Soley Therapeutics has published a peer-reviewed study describing a method to analyse how living cells respond to drugs over time, aiming to provide insight into mechanisms that may be missed by traditional target-based assays.

The research, published in Scientific Reports, outlines a “Live Cell Dynamics” approach that tracks cellular stress responses using label-free imaging and machine learning. The company said the method captures temporal and dose-dependent biological signals that reflect how cells adapt, survive or die when exposed to compounds.

The work is positioned as a foundation for Soley’s proprietary platform, which the company is developing for drug discovery across oncology and other disease areas. As the findings are driven by a single company and linked to its internal platform, the study should be considered early-stage and partially promotional.

Yerem Yeghiazarians, co-founder and ceo of Soley Therapeutics, said: “This work reflects more than a decade of foundational research into how cells sense and respond to drugs and other external signals. By focusing on the dynamic flow of information inside the cell, rather than static endpoints, we can delineate biology that conventional discovery methods often miss.

“Live Cell Dynamics is one piece of a much larger platform that Soley has created to translate whole-cell behavior into medicines. Our growing pipeline demonstrates the real-world impact of this pathbreaking science in moving drug hits to clinical candidates faster and at lower cost than traditional approaches.”

The study uses live, unstained imaging to monitor cells continuously, rather than relying on endpoint assays or reporter-based systems. According to the paper, subtle changes in cellular stress responses can encode mechanistic information, including toxicity and selectivity, even when compounds share similar targets or outcomes such as cell death.

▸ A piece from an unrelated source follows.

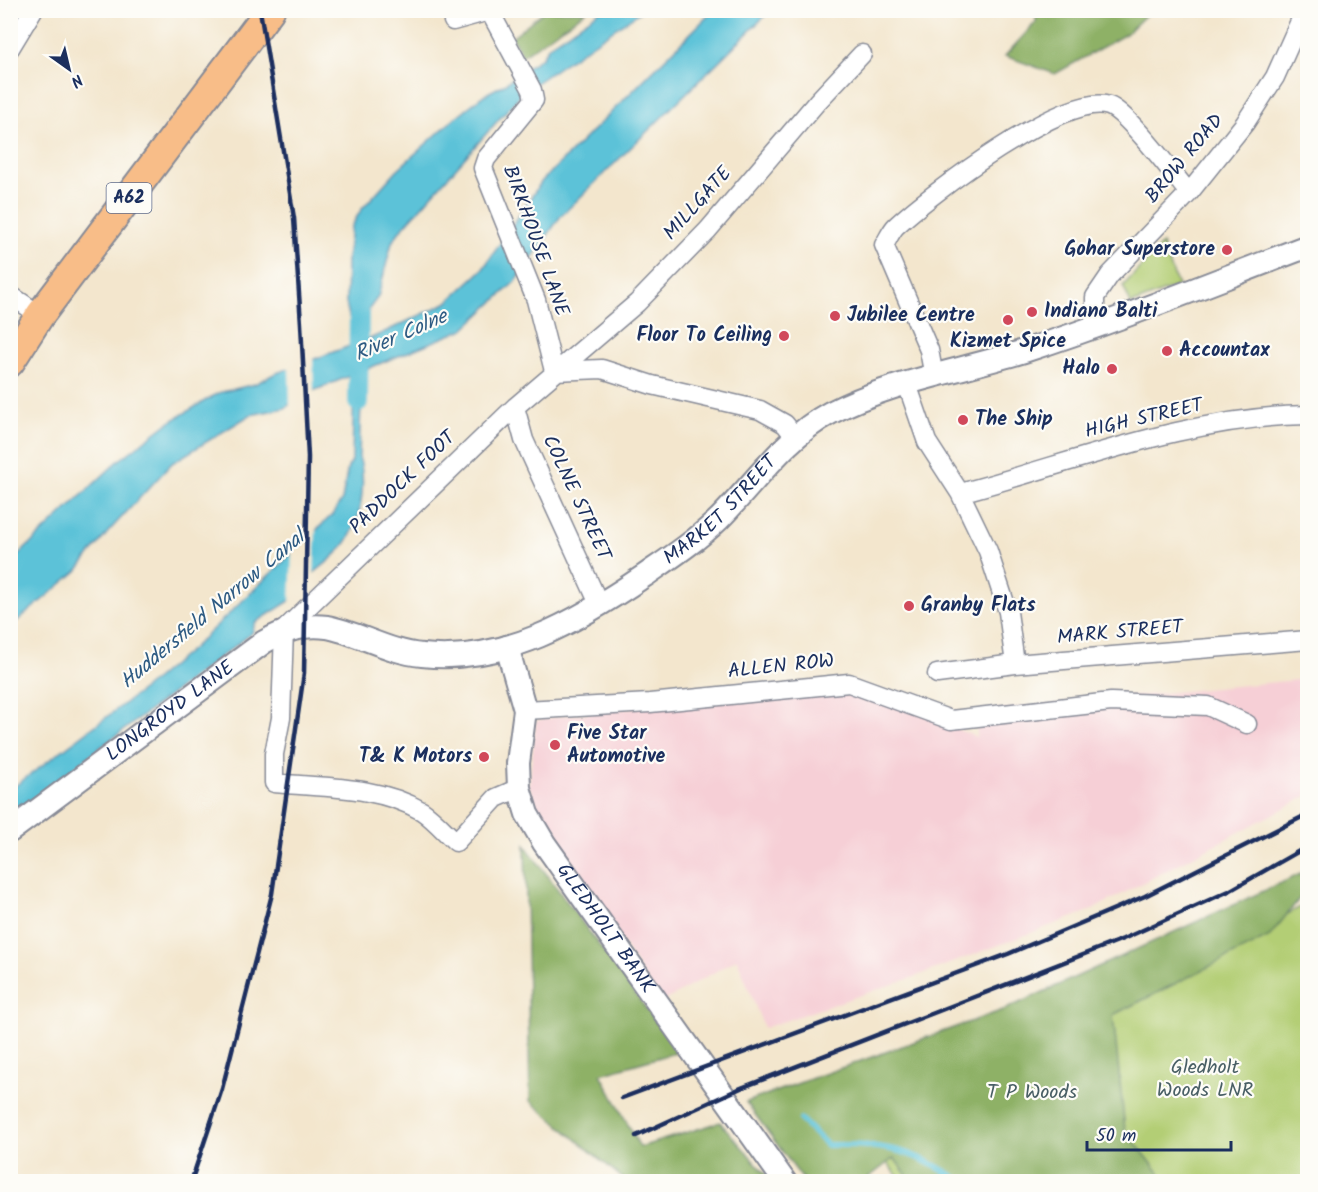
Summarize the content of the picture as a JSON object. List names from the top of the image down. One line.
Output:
{"streets":{"main road":["A62"],"street":["BROW ROAD","MILLGATE","BIRKHOUSE LANE","HIGH STREET","PADDOCK FOOT","COLNE STREET","MARKET STREET","MARK STREET","ALLEN ROW","LONGROYD LANE","GLEDHOLT BANK"]},"crossings":[["BROW ROAD","MARKET STREET"],["MILLGATE","BIRKHOUSE LANE"],["MILLGATE","PADDOCK FOOT"],["BIRKHOUSE LANE","PADDOCK FOOT"],["PADDOCK FOOT","COLNE STREET"],["PADDOCK FOOT","LONGROYD LANE"],["COLNE STREET","MARKET STREET"],["MARKET STREET","LONGROYD LANE"],["MARKET STREET","GLEDHOLT BANK"],["ALLEN ROW","GLEDHOLT BANK"]],"water":["River Colne","Huddersfield Narrow Canal"],"parks":["Gledholt Woods LNR","T P Woods"],"places":["Gohar Superstore","Indiano Balti","Jubilee Centre","Kizmet Spice","Floor To Ceiling","Accountax","Halo","The Ship","Granby Flats","Five Star Automotive","T& K Motors"],"scale_bar":"50 m","north":"bottom right"}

The researchers also report that integrating time- and dose-dependent data improved detection of biological activity and mechanism-of-action, suggesting limitations in morphology-only profiling or binary readouts. This approach could be relevant for complex disease models where traditional assays provide limited insight.

Kurosh Ameri, co-founder and chief scientific officer of Soley Therapeutics, said: “Through this research, our goal was to extract dynamic information from live cells for drug discovery and development purposes. We have now shown that live cells sense drugs dynamically and convey different mechanistic information, which is dose- and time-dependent.

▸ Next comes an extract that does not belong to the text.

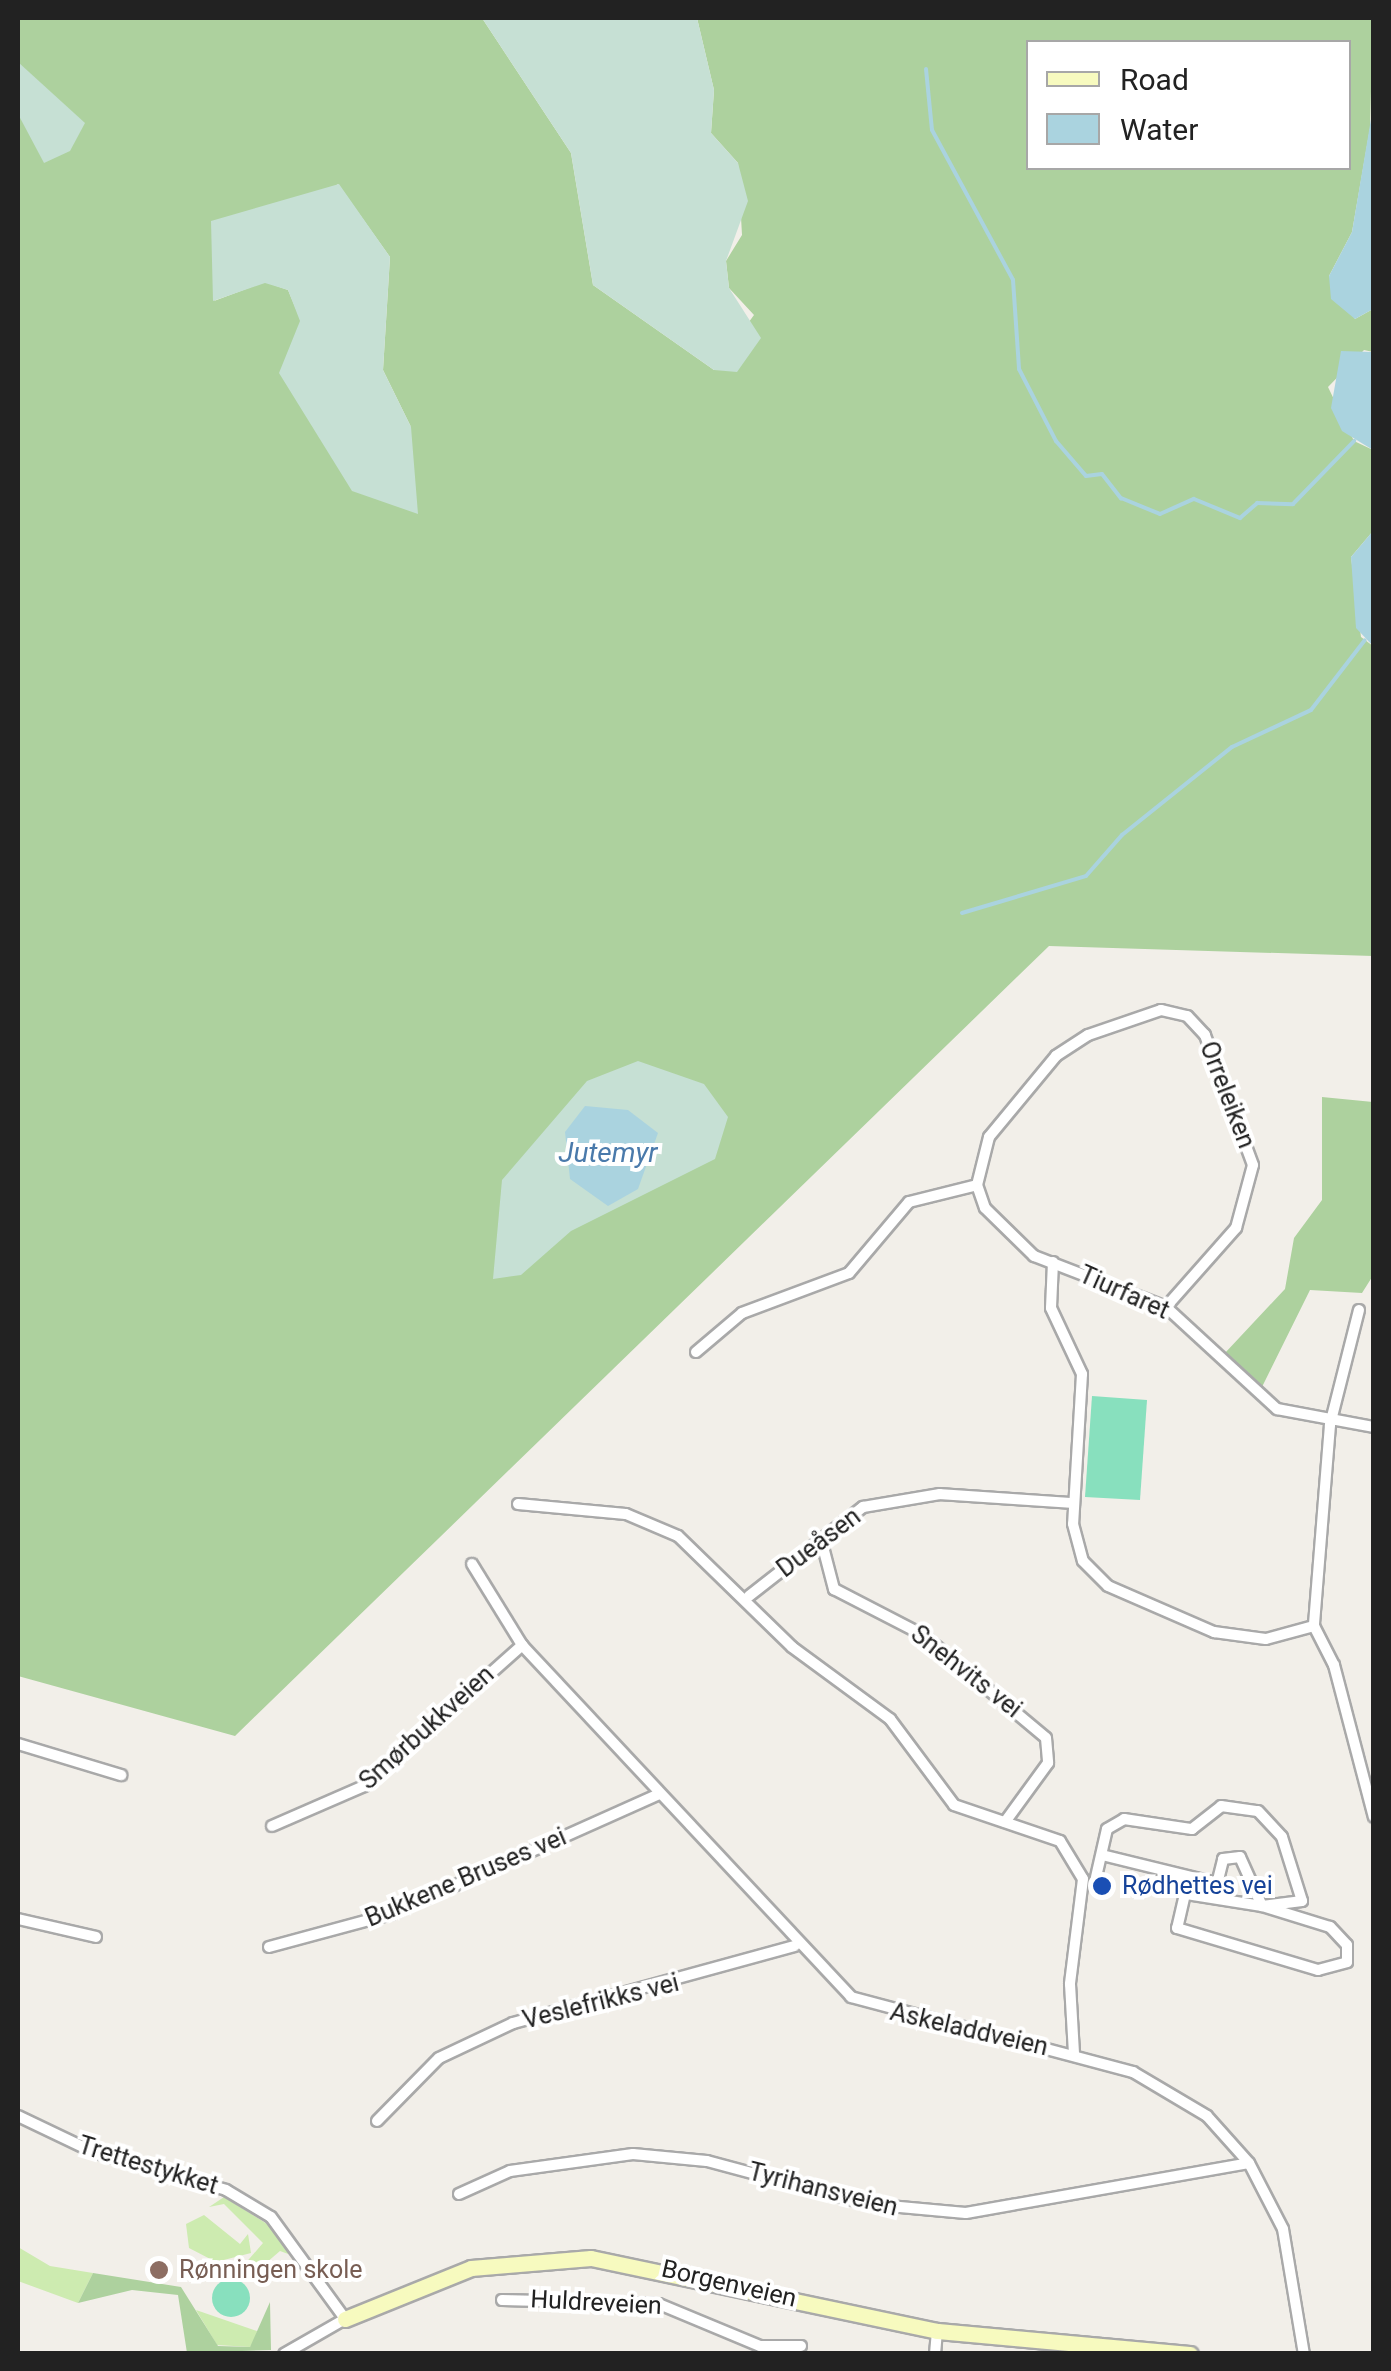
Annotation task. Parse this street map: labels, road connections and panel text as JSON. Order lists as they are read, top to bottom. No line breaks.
{"streets":{"street":["Orreleiken","Tiurfaret","Dueåsen","Snehvits vei","Smørbukkveien","Bukkene Bruses vei","Veslefrikks vei","Askeladdveien","Trettestykket","Tyrihansveien","Borgenveien","Huldreveien"]},"crossings":[["Orreleiken","Tiurfaret"],["Dueåsen","Snehvits vei"],["Smørbukkveien","Askeladdveien"],["Bukkene Bruses vei","Askeladdveien"],["Veslefrikks vei","Askeladdveien"],["Askeladdveien","Tyrihansveien"],["Trettestykket","Borgenveien"]],"water":["Jutemyr"],"places":["Rødhettes vei","Rønningen skole"],"legend":["Road","Water"]}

“Our proprietary machine learning methods can extract information about drugs directly from live, unstained images. This ability to measure and interpret detailed information directly from live cells in a scalable and reproducible way demonstrates a significant advance in drug discovery. This comprehensive approach provides a more accurate understanding of complex cellular responses and a drug’s true mechanism-of-action, moving beyond single endpoint and time point assays.”

The company said the experimental principles underpin its broader platform, which combines automation and AI to support internal discovery programmes. Soley added that it is advancing multiple internally discovered candidates toward clinical development, though no clinical-stage data were disclosed in the publication.

Independent validation, comparative benchmarking and clinical relevance will be needed to determine whether the approach can consistently improve hit identification, lead optimisation or translational success compared with existing methods. The study nevertheless adds to the growing interest in time-resolved phenotypic profiling and AI-driven analysis in drug discovery.